[java] Returning an empty array

I'm trying to think of the best way to return an empty array, rather than null.

Is there any difference between foo() and bar()?

private static File[] foo() {
    return Collections.emptyList().toArray(new File[0]);
}
private static File[] bar() {
    return new File[0];
}

This question is related to java arrays

The answer is


In a single line you could do:

private static File[] bar(){
    return new File[]{};
}

return new File[0];

This is better and efficient approach.


You can return empty array by following two ways:

If you want to return array of int then

  1. Using {}:

    int arr[] = {};
    return arr;
    
  2. Using new int[0]:

    int arr[] = new int[0];
    return arr;
    

Same way you can return array for other datatypes as well.


Both foo() and bar() may generate warnings in some IDEs. For example, IntelliJ IDEA will generate a Allocation of zero-length array warning.

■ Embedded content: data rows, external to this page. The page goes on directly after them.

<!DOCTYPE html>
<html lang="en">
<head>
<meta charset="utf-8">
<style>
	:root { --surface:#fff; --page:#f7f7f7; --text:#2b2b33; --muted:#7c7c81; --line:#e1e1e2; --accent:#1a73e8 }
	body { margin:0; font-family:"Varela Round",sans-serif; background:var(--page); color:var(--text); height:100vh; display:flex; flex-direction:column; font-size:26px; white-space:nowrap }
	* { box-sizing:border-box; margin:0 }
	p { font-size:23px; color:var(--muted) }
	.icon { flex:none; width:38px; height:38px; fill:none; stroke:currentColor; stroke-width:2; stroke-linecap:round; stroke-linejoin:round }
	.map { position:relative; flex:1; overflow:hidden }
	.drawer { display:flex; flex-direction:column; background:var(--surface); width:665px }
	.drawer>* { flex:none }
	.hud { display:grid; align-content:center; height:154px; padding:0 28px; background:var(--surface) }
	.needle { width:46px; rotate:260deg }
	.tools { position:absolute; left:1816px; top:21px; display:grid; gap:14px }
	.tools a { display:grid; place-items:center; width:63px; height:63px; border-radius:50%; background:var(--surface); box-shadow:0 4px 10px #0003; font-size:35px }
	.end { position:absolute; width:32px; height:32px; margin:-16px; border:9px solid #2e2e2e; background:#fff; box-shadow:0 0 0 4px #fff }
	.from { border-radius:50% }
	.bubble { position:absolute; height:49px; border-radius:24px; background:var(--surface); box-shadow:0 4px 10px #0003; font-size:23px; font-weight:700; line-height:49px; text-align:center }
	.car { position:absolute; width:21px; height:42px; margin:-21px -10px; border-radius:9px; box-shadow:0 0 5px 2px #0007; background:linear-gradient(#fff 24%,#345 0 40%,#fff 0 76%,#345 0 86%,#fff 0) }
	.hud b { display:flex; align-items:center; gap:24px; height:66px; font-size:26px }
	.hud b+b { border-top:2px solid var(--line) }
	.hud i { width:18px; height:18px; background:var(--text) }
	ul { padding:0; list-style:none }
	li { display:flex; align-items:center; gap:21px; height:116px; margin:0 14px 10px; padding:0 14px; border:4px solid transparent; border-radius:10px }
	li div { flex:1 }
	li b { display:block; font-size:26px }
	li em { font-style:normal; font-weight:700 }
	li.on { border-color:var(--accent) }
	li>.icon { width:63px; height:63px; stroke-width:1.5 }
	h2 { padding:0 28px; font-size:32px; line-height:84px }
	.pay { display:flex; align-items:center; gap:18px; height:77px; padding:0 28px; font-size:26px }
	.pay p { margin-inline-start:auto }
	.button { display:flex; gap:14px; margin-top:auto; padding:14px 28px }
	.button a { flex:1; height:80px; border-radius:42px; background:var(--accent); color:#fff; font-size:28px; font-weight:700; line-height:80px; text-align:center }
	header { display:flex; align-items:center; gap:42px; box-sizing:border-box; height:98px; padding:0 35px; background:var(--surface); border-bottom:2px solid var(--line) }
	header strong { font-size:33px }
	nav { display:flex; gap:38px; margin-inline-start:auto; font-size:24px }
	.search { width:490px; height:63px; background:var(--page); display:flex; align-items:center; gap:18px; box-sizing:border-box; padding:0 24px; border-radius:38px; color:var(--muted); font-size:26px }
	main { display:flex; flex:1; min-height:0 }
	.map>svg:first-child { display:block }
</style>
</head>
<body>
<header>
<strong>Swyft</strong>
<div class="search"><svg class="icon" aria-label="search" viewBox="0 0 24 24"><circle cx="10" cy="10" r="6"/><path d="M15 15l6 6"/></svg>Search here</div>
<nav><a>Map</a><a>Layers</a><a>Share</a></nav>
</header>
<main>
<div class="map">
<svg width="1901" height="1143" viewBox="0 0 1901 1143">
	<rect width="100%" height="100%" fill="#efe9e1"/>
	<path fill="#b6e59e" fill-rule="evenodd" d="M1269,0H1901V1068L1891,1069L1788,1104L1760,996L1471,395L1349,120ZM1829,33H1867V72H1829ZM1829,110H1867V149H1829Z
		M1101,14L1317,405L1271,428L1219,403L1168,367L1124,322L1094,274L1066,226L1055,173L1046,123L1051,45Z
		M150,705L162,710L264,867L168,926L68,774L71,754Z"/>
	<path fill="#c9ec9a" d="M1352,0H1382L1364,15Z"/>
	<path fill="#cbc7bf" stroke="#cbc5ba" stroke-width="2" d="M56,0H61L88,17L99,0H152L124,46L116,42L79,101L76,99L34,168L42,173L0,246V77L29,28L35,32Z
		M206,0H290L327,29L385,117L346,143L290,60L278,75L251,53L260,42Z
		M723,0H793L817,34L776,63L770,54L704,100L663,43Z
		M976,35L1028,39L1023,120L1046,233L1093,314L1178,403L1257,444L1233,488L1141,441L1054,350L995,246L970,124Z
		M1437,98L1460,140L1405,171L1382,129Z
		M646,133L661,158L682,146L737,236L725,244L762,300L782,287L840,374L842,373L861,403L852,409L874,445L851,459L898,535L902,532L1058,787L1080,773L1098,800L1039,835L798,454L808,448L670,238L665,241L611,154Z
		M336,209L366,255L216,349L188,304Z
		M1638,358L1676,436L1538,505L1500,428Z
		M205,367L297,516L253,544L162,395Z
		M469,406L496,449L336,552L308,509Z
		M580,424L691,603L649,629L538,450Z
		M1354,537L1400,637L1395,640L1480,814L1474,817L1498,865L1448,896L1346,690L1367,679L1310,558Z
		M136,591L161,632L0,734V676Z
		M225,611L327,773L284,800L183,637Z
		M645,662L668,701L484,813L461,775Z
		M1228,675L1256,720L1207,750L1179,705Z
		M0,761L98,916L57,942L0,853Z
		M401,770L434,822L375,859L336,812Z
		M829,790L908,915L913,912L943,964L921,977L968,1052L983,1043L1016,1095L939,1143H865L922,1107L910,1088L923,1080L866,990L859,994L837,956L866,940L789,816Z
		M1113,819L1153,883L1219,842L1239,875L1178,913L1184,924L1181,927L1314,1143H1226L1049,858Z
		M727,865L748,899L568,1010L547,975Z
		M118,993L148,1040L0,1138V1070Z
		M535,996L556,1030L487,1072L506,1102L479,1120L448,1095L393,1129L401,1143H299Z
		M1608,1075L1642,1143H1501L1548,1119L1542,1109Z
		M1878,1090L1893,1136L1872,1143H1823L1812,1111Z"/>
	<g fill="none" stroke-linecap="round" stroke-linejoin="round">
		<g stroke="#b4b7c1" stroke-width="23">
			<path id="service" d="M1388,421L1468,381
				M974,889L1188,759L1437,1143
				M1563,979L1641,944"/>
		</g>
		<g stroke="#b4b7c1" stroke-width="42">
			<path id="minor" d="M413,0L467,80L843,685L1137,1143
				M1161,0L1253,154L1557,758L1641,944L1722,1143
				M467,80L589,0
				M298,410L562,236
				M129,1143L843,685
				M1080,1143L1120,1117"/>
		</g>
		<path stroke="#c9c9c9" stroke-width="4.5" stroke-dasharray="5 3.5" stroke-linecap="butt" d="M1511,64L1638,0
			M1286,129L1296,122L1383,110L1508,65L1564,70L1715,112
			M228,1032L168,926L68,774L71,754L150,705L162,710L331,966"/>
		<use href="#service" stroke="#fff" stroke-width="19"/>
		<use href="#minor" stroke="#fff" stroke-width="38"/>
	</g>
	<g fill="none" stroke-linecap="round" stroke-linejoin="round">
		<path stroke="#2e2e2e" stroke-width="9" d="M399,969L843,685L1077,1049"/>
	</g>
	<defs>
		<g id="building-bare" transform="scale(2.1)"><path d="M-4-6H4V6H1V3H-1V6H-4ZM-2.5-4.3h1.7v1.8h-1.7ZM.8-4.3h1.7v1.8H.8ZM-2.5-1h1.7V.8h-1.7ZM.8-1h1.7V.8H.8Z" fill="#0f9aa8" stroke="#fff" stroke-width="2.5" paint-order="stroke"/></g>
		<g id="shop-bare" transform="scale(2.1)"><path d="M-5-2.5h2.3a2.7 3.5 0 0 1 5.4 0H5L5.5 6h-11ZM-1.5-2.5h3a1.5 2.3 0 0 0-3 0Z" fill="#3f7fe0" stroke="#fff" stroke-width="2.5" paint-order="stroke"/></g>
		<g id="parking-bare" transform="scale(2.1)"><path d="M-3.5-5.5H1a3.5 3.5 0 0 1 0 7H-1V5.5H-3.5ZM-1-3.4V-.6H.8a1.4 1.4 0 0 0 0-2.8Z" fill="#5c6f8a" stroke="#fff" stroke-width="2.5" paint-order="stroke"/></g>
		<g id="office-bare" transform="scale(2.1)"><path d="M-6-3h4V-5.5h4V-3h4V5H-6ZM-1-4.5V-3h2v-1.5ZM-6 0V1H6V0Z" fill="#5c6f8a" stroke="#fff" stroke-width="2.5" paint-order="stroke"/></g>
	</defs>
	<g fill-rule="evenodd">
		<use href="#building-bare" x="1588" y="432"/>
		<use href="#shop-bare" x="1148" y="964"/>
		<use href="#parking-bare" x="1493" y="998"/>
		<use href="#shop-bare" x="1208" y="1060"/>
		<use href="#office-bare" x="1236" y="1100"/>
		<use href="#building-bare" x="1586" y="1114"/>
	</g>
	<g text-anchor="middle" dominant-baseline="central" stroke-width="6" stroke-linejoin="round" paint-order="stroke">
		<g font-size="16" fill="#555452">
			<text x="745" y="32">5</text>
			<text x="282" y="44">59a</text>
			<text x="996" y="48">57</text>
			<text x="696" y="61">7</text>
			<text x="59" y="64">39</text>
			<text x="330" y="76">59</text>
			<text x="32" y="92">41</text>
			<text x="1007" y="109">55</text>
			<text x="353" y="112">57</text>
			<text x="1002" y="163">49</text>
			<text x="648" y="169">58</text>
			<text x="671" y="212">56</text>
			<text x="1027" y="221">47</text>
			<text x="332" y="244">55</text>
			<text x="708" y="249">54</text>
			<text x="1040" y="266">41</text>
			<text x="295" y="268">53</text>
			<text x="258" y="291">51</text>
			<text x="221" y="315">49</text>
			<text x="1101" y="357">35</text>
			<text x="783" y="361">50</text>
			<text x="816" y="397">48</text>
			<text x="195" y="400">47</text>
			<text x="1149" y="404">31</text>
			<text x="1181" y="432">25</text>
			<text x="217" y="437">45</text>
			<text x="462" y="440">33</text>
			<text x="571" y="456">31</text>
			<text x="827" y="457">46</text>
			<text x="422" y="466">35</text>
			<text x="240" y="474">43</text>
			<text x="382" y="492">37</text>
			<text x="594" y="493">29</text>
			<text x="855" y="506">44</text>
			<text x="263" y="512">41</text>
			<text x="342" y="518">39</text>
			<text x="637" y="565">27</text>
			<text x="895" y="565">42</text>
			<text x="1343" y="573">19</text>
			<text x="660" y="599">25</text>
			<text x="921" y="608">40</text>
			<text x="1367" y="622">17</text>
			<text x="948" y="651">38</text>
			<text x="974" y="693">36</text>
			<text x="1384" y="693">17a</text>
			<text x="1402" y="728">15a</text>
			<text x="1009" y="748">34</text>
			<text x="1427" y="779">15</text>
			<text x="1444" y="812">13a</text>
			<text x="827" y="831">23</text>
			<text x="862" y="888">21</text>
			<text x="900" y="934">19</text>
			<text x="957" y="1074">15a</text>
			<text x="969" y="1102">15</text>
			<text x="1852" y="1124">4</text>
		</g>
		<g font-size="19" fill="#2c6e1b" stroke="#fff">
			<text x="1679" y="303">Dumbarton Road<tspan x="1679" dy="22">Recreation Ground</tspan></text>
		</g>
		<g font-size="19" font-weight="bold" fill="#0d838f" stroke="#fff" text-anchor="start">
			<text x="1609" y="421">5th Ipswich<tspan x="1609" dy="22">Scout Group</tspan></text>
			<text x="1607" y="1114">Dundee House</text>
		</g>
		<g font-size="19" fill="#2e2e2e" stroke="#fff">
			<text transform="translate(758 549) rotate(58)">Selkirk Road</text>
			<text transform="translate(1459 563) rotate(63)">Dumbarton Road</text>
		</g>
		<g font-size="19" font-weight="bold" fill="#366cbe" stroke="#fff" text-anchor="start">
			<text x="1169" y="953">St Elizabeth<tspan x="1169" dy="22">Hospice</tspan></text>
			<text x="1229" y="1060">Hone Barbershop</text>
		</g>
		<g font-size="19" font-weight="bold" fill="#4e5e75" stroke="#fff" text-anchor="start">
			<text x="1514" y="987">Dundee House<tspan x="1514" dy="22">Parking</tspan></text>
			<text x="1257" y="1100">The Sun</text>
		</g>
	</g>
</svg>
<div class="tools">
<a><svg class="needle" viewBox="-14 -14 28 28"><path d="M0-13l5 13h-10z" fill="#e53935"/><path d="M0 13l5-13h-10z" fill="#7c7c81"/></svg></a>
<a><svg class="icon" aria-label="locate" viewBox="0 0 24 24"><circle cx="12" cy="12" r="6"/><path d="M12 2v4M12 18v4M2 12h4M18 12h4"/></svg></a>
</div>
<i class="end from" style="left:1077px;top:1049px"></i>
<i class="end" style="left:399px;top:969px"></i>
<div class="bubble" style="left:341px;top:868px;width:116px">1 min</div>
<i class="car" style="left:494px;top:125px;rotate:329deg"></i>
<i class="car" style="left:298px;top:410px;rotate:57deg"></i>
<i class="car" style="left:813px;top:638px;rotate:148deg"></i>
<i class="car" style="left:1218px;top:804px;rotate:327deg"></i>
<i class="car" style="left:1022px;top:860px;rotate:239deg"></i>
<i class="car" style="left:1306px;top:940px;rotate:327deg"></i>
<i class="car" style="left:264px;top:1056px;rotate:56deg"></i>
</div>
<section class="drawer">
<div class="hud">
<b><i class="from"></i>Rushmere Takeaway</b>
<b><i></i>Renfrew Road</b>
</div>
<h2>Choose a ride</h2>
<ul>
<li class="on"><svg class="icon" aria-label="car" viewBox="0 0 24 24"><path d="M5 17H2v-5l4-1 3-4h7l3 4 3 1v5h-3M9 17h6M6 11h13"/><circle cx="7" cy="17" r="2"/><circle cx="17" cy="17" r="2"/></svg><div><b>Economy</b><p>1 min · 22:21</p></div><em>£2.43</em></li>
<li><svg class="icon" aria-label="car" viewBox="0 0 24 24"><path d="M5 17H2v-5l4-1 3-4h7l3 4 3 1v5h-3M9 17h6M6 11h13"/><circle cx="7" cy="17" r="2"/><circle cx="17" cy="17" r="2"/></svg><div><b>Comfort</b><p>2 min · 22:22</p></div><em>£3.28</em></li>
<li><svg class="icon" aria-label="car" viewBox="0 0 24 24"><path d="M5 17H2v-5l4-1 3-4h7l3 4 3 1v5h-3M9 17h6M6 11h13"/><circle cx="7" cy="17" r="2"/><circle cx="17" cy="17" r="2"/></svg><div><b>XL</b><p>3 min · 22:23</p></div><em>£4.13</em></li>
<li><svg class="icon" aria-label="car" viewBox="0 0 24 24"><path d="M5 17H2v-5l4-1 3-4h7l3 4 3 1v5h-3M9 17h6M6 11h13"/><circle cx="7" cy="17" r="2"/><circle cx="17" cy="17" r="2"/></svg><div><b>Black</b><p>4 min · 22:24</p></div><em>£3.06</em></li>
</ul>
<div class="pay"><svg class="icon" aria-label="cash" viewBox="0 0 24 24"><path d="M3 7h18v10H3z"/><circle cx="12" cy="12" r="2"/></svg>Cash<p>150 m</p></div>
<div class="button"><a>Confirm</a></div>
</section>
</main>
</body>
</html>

An alternative approach is to use Apache Commons Lang 3 ArrayUtils.toArray() function with empty arguments:

public File[] bazz() {
    return ArrayUtils.toArray();
}

This approach is both performance and IDE friendly, yet requires a 3rd party dependency. However, if you already have commons-lang3 in your classpath, you could even use statically-defined empty arrays for primitive types:

public String[] bazz() {
    return ArrayUtils.EMPTY_STRING_ARRAY;
}

I'm pretty sure you should go with bar(); because with foo(); it creates a List (for nothing) since you create a new File[0] in the end anyway, so why not go with directly returning it!


There is no difference except the fact that foo performs 3 visible method calls to return empty array that is anyway created while bar() just creates this array and returns it.


Definitely the second one. In the first one, you use a constant empty List<?> and then convert it to a File[], which requires to create an empty File[0] array. And that is what you do in the second one in one single step.